%%

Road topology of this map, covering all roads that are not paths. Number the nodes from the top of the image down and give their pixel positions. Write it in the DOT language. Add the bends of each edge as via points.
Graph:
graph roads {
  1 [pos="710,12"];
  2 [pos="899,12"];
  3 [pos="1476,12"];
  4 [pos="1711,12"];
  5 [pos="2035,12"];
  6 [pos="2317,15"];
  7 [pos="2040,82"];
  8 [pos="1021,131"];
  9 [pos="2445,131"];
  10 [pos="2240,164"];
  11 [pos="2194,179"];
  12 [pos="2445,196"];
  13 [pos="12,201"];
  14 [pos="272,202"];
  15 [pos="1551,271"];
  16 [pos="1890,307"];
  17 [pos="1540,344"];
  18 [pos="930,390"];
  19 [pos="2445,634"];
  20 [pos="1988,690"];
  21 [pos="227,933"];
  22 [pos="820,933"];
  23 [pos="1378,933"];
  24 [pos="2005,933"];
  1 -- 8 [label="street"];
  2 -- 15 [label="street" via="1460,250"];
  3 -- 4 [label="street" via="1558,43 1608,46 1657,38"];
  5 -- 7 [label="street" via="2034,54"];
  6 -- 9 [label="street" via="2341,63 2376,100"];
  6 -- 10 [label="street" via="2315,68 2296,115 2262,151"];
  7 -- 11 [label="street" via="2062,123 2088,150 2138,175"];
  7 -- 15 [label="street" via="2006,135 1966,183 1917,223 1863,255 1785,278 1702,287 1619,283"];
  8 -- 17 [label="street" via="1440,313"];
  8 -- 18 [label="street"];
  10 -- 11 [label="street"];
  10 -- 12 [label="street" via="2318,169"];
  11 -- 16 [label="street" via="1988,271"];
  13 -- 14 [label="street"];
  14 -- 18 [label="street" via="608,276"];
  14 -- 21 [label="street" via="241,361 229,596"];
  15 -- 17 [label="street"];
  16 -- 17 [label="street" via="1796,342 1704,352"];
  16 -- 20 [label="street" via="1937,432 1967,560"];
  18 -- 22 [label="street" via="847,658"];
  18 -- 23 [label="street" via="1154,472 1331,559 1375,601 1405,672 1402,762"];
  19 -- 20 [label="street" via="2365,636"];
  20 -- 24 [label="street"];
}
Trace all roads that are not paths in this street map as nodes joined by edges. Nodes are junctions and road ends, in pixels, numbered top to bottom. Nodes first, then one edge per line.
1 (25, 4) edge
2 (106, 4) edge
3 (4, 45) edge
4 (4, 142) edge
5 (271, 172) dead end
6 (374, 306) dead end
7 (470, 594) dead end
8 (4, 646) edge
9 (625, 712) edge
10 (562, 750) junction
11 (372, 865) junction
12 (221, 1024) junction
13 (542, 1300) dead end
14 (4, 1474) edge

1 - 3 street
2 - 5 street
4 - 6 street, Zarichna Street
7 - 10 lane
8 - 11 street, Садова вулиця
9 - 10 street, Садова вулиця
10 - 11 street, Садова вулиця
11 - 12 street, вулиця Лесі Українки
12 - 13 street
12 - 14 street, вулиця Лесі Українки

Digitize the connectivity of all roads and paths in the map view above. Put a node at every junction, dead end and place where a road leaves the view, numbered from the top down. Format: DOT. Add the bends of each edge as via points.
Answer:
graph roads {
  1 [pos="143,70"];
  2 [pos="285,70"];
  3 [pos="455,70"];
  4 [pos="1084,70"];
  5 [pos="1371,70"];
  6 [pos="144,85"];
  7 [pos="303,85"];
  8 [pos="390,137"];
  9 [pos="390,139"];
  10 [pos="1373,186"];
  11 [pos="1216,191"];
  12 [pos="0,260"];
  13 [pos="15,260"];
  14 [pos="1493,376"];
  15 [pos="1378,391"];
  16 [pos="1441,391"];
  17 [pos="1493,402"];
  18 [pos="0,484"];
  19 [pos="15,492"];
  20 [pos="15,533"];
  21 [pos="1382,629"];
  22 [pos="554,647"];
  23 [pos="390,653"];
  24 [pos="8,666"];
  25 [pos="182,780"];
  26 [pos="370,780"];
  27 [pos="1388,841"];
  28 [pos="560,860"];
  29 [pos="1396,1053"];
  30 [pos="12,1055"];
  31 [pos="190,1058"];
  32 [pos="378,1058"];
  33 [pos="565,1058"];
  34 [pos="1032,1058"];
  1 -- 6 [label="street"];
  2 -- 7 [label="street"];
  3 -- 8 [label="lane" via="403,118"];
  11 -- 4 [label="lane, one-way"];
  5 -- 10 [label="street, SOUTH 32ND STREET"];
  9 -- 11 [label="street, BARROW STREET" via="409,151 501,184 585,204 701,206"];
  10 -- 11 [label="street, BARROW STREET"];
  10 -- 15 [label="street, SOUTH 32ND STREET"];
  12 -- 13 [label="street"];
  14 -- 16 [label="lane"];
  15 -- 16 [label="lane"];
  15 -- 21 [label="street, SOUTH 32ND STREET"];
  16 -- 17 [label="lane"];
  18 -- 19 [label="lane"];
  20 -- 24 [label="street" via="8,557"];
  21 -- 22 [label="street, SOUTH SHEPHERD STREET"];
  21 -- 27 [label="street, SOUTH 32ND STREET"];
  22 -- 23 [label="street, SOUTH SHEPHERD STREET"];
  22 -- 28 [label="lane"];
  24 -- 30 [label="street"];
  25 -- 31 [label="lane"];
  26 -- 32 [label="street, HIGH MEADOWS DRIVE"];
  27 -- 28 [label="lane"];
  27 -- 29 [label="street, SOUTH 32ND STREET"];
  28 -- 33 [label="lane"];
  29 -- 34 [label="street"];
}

%%

How many of the lines in the data above carry the word "SHEPHERD"? Say the number and nothing else.

2